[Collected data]
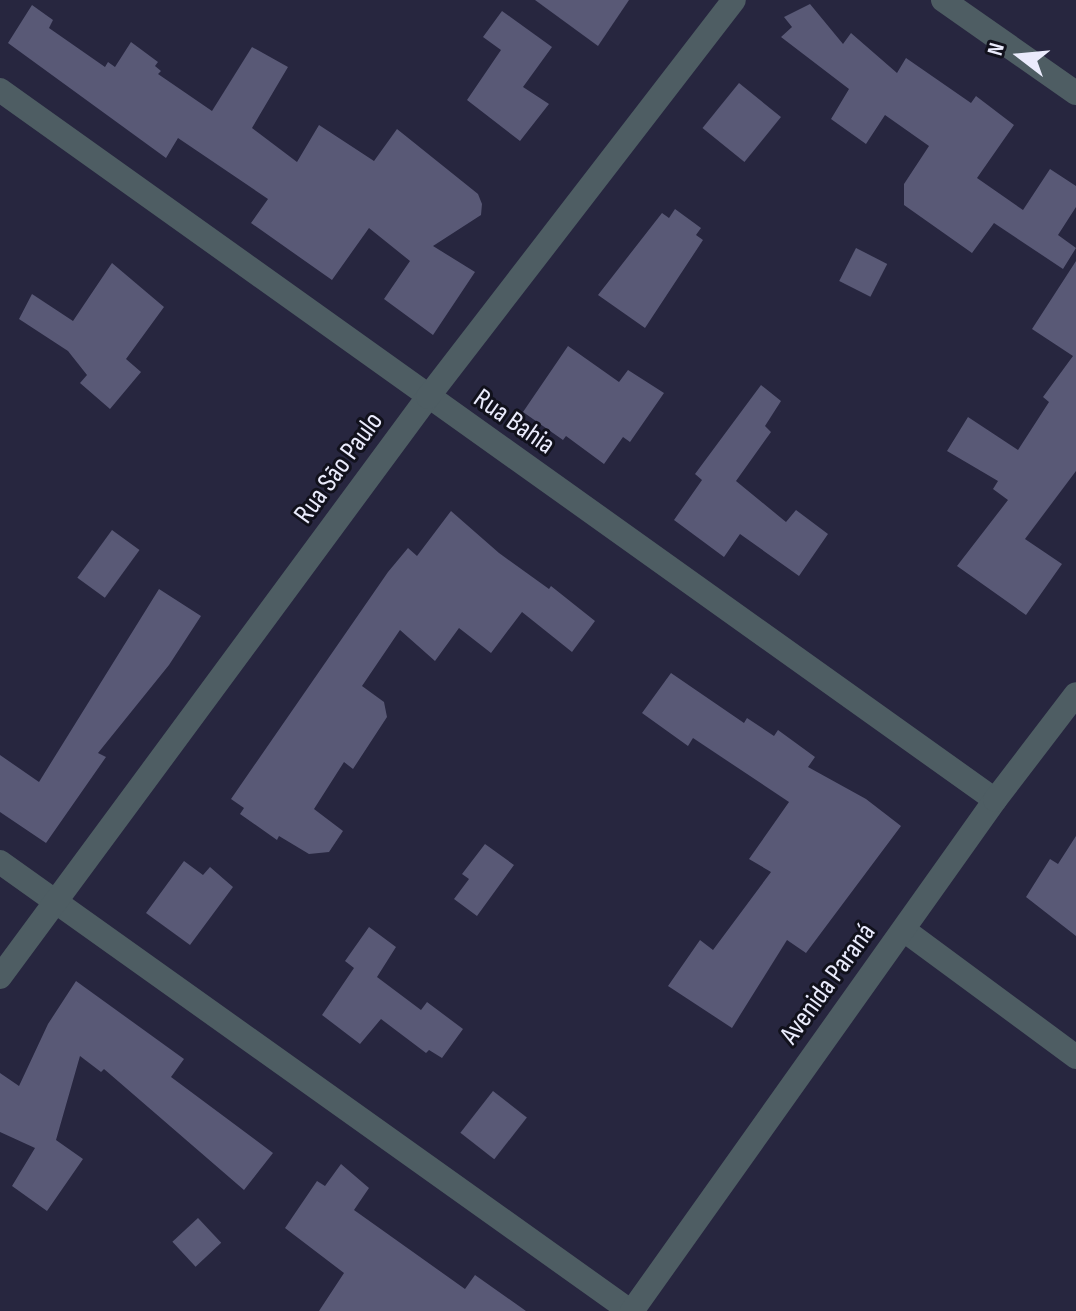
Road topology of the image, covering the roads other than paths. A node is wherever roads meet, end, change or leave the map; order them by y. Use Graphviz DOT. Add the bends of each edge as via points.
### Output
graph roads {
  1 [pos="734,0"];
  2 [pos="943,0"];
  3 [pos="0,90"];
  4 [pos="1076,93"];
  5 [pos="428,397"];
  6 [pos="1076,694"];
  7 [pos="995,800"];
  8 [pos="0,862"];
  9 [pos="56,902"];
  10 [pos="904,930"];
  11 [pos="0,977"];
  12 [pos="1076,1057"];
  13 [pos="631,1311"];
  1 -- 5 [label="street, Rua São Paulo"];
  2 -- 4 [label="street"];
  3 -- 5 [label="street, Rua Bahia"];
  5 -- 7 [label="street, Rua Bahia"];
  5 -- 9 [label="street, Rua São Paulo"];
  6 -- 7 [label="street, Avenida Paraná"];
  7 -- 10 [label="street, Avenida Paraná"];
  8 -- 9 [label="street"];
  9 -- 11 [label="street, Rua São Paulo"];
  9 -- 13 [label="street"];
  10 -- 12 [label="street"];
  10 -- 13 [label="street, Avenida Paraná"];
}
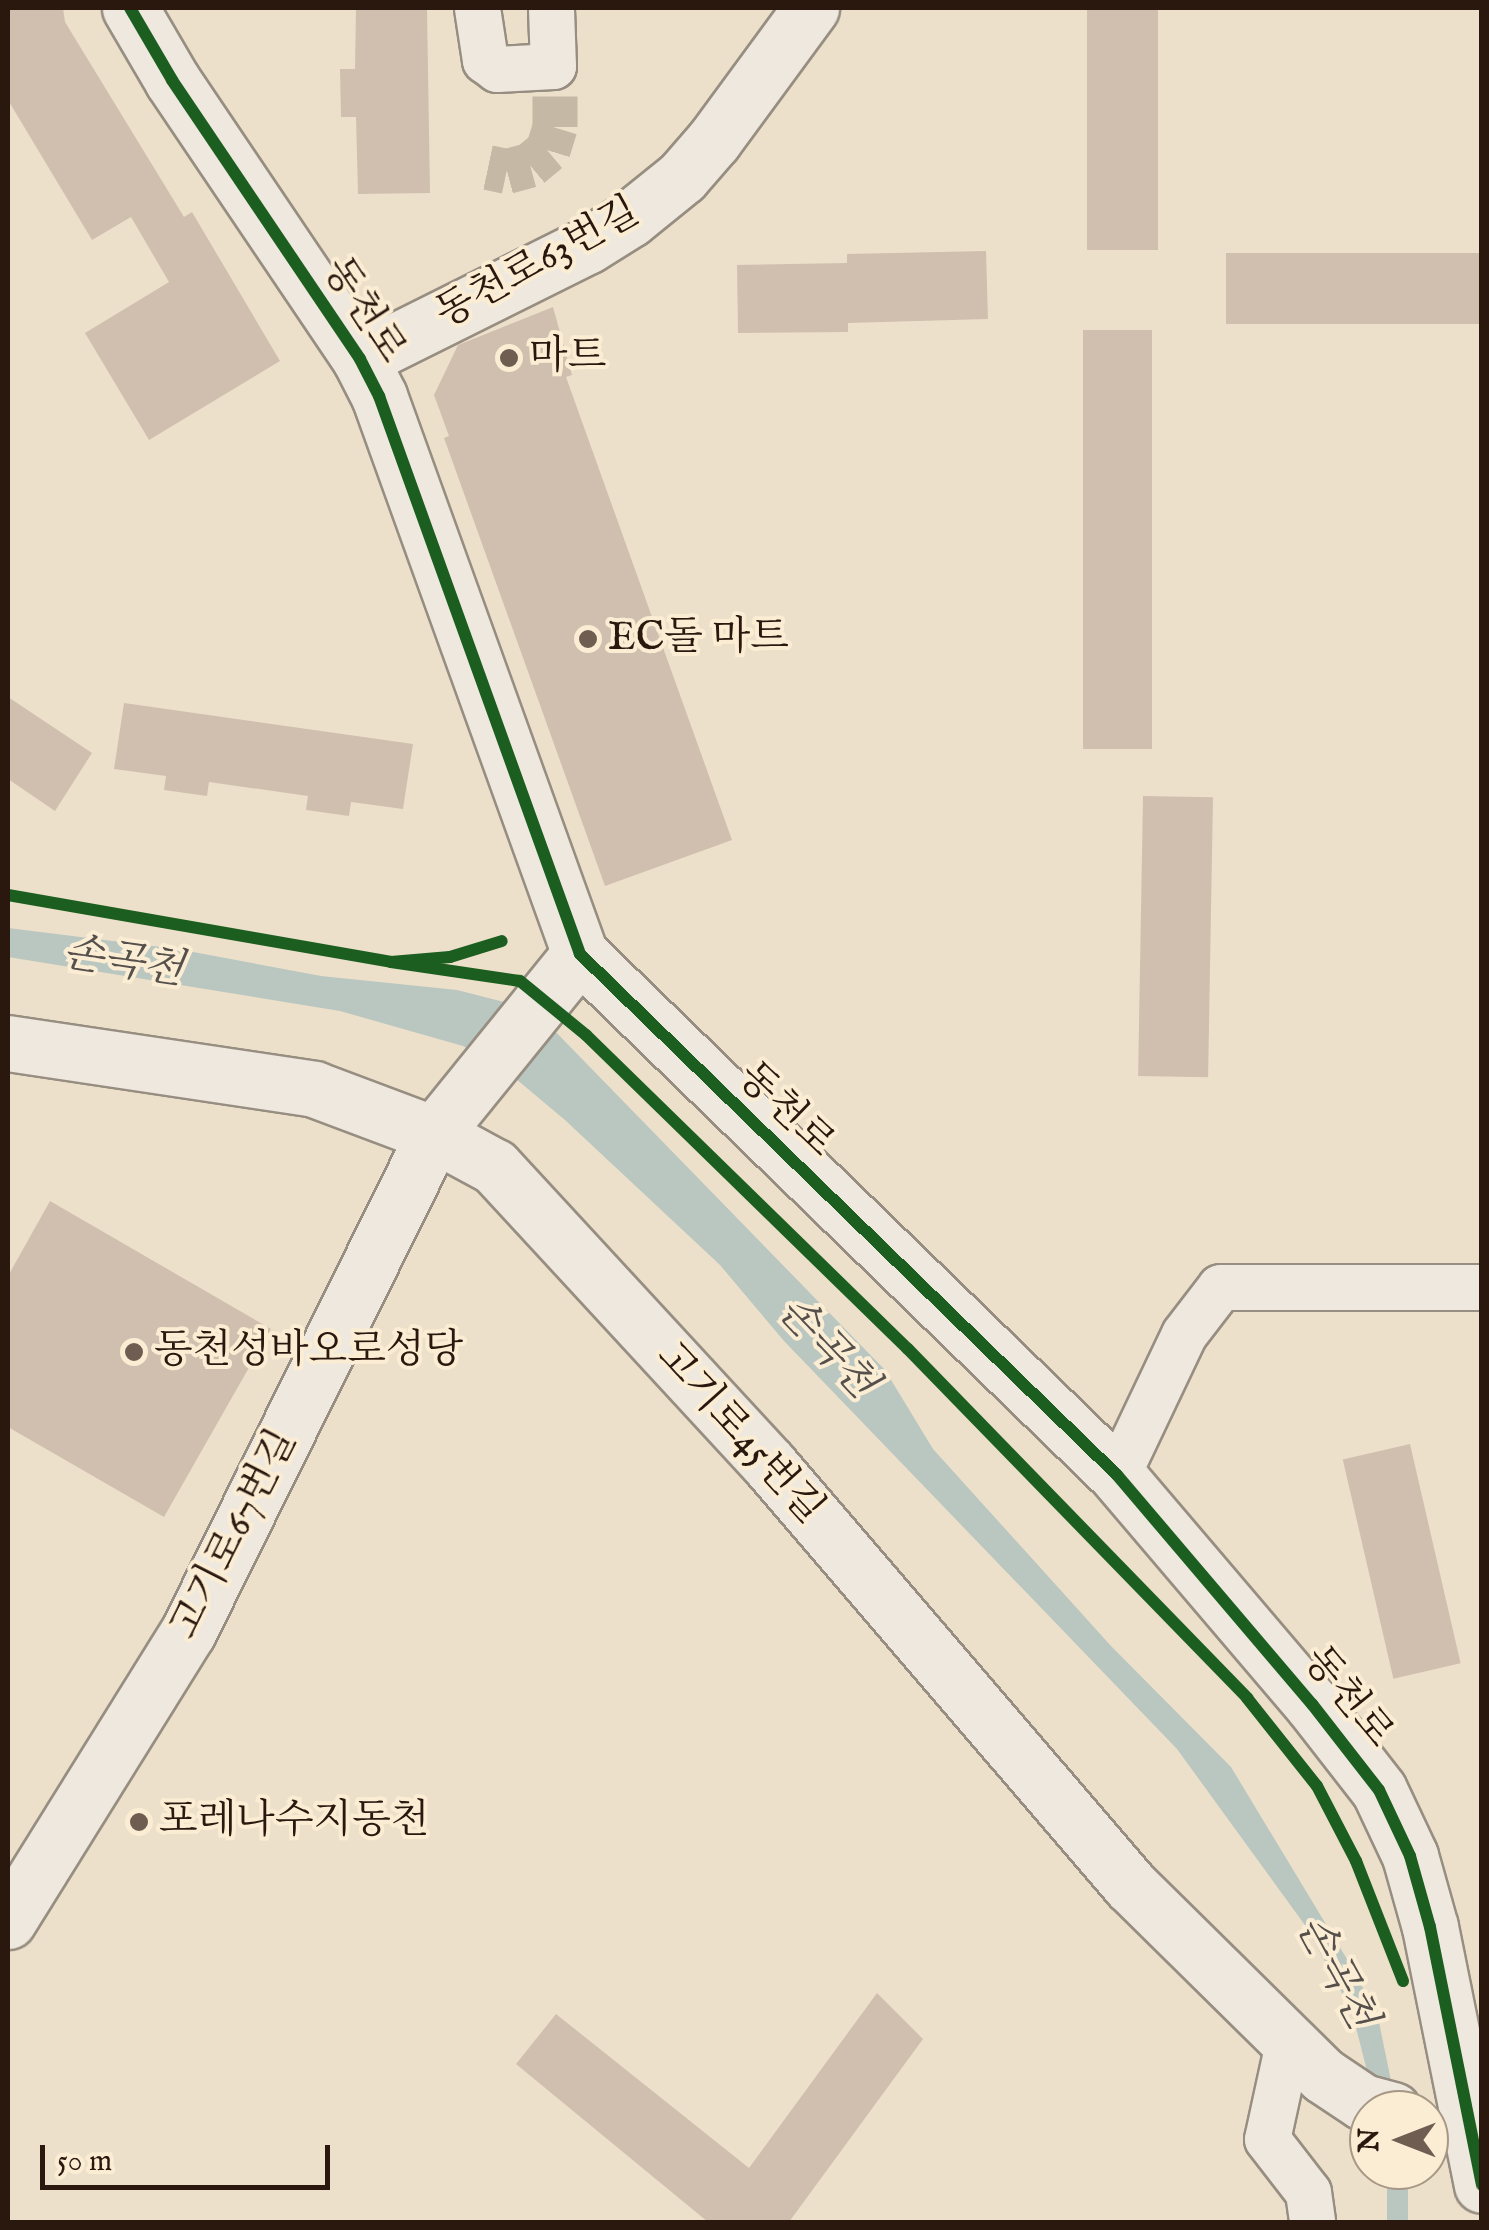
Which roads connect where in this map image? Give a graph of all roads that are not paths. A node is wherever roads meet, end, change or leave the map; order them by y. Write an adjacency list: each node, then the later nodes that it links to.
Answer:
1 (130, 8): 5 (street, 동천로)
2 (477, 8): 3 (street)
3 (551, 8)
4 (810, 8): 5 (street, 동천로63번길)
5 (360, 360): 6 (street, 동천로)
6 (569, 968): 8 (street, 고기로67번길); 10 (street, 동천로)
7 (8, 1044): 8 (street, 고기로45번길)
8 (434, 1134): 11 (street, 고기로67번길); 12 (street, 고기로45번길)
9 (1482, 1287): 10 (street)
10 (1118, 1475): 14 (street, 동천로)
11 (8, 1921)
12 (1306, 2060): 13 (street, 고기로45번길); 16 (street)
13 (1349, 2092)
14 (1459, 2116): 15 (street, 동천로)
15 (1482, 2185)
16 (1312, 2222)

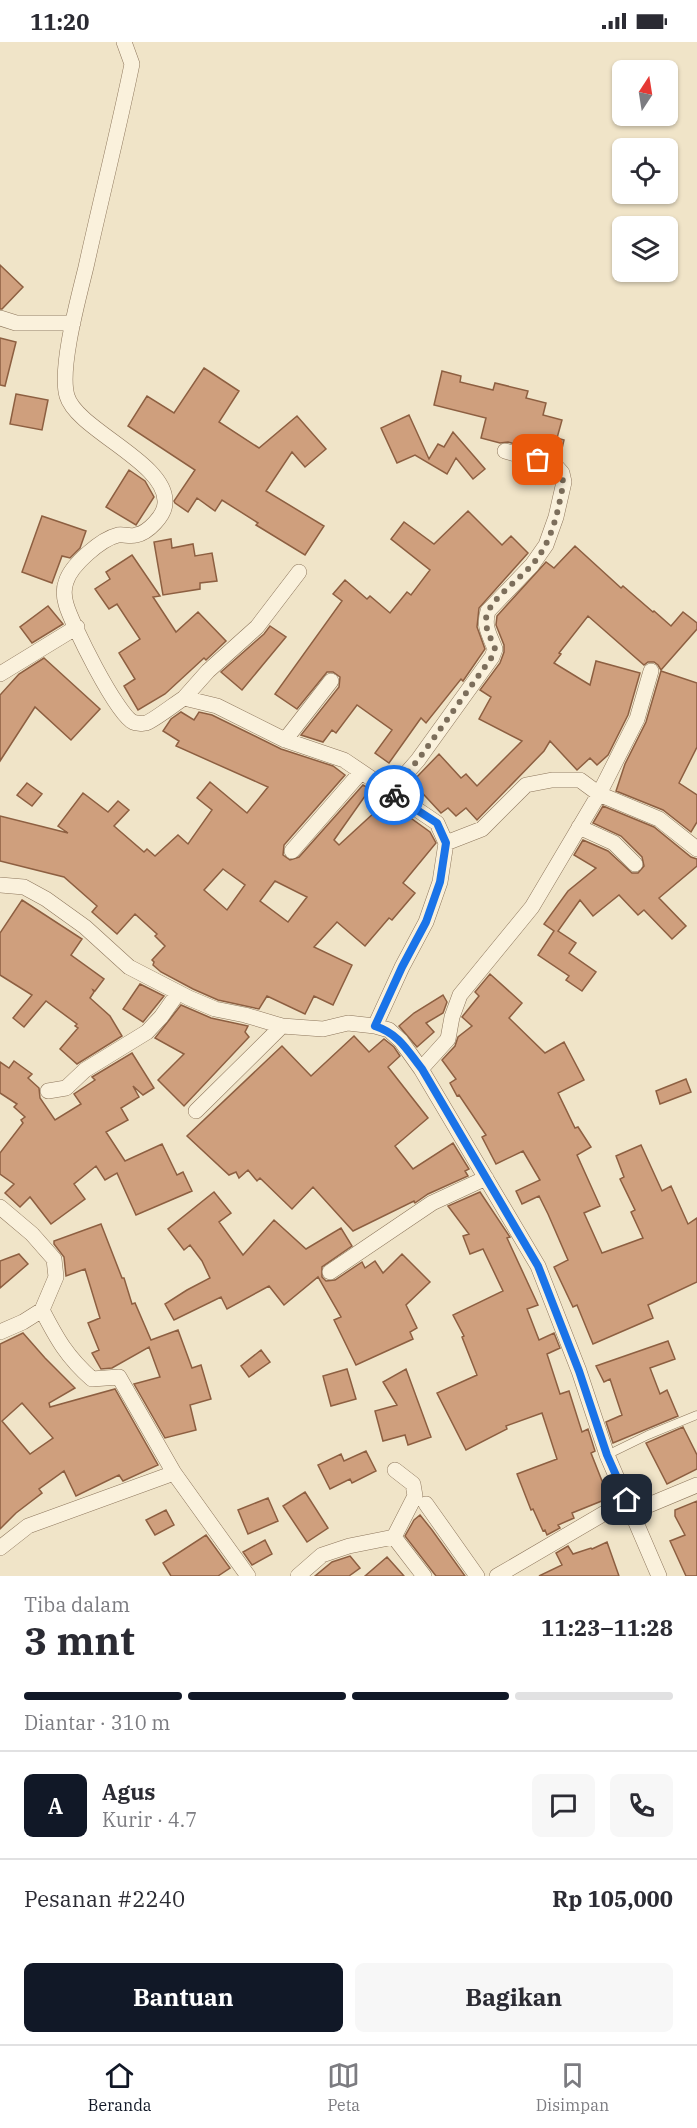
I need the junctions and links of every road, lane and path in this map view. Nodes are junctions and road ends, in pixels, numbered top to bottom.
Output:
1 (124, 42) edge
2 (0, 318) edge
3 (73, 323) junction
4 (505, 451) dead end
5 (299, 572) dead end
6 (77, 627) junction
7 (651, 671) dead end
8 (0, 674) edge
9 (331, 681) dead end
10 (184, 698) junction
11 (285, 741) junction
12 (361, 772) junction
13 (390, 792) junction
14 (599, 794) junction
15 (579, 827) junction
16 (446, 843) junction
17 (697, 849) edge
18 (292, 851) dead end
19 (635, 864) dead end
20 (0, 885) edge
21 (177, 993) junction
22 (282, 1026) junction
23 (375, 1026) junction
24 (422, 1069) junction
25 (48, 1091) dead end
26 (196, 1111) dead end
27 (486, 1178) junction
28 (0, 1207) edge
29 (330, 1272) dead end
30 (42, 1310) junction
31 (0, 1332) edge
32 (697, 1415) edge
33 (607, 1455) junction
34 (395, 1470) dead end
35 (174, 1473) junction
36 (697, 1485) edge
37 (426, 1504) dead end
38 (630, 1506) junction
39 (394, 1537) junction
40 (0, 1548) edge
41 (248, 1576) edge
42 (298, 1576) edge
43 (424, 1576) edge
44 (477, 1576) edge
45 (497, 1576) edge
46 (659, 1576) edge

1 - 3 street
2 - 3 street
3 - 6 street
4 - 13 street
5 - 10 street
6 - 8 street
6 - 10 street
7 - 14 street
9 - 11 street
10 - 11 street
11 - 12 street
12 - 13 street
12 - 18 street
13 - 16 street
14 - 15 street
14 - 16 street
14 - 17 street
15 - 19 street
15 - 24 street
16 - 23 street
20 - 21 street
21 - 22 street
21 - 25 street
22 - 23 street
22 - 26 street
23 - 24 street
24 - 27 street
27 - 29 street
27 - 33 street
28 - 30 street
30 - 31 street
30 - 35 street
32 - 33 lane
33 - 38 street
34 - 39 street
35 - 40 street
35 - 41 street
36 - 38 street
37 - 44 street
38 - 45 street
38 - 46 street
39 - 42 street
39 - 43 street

*What you will do*. Please retype all the entries word for word, omitting the pictures.

*Output*.
Road topology of the image, covering the roads other than paths. A node is wherever roads meet, end, change or leave the map; order them by y. Use Graphviz DOT. Add the bends of each edge as via points.
### Output
graph roads {
  1 [pos="734,0"];
  2 [pos="943,0"];
  3 [pos="0,90"];
  4 [pos="1076,93"];
  5 [pos="428,397"];
  6 [pos="1076,694"];
  7 [pos="995,800"];
  8 [pos="0,862"];
  9 [pos="56,902"];
  10 [pos="904,930"];
  11 [pos="0,977"];
  12 [pos="1076,1057"];
  13 [pos="631,1311"];
  1 -- 5 [label="street, Rua São Paulo"];
  2 -- 4 [label="street"];
  3 -- 5 [label="street, Rua Bahia"];
  5 -- 7 [label="street, Rua Bahia"];
  5 -- 9 [label="street, Rua São Paulo"];
  6 -- 7 [label="street, Avenida Paraná"];
  7 -- 10 [label="street, Avenida Paraná"];
  8 -- 9 [label="street"];
  9 -- 11 [label="street, Rua São Paulo"];
  9 -- 13 [label="street"];
  10 -- 12 [label="street"];
  10 -- 13 [label="street, Avenida Paraná"];
}
Which roads connect where in this map image? Give a graph of all roads that are not paths. A node is wherever roads meet, end, change or leave the map; order them by y. Write an adjacency list: each node, then the later nodes that it links to.
Answer:
1 (130, 8): 5 (street, 동천로)
2 (477, 8): 3 (street)
3 (551, 8)
4 (810, 8): 5 (street, 동천로63번길)
5 (360, 360): 6 (street, 동천로)
6 (569, 968): 8 (street, 고기로67번길); 10 (street, 동천로)
7 (8, 1044): 8 (street, 고기로45번길)
8 (434, 1134): 11 (street, 고기로67번길); 12 (street, 고기로45번길)
9 (1482, 1287): 10 (street)
10 (1118, 1475): 14 (street, 동천로)
11 (8, 1921)
12 (1306, 2060): 13 (street, 고기로45번길); 16 (street)
13 (1349, 2092)
14 (1459, 2116): 15 (street, 동천로)
15 (1482, 2185)
16 (1312, 2222)

I need the junctions and links of every road, lane and path in this map view. Nodes are junctions and road ends, in pixels, numbered top to bottom.
Output:
1 (124, 42) edge
2 (0, 318) edge
3 (73, 323) junction
4 (505, 451) dead end
5 (299, 572) dead end
6 (77, 627) junction
7 (651, 671) dead end
8 (0, 674) edge
9 (331, 681) dead end
10 (184, 698) junction
11 (285, 741) junction
12 (361, 772) junction
13 (390, 792) junction
14 (599, 794) junction
15 (579, 827) junction
16 (446, 843) junction
17 (697, 849) edge
18 (292, 851) dead end
19 (635, 864) dead end
20 (0, 885) edge
21 (177, 993) junction
22 (282, 1026) junction
23 (375, 1026) junction
24 (422, 1069) junction
25 (48, 1091) dead end
26 (196, 1111) dead end
27 (486, 1178) junction
28 (0, 1207) edge
29 (330, 1272) dead end
30 (42, 1310) junction
31 (0, 1332) edge
32 (697, 1415) edge
33 (607, 1455) junction
34 (395, 1470) dead end
35 (174, 1473) junction
36 (697, 1485) edge
37 (426, 1504) dead end
38 (630, 1506) junction
39 (394, 1537) junction
40 (0, 1548) edge
41 (248, 1576) edge
42 (298, 1576) edge
43 (424, 1576) edge
44 (477, 1576) edge
45 (497, 1576) edge
46 (659, 1576) edge

1 - 3 street
2 - 3 street
3 - 6 street
4 - 13 street
5 - 10 street
6 - 8 street
6 - 10 street
7 - 14 street
9 - 11 street
10 - 11 street
11 - 12 street
12 - 13 street
12 - 18 street
13 - 16 street
14 - 15 street
14 - 16 street
14 - 17 street
15 - 19 street
15 - 24 street
16 - 23 street
20 - 21 street
21 - 22 street
21 - 25 street
22 - 23 street
22 - 26 street
23 - 24 street
24 - 27 street
27 - 29 street
27 - 33 street
28 - 30 street
30 - 31 street
30 - 35 street
32 - 33 lane
33 - 38 street
34 - 39 street
35 - 40 street
35 - 41 street
36 - 38 street
37 - 44 street
38 - 45 street
38 - 46 street
39 - 42 street
39 - 43 street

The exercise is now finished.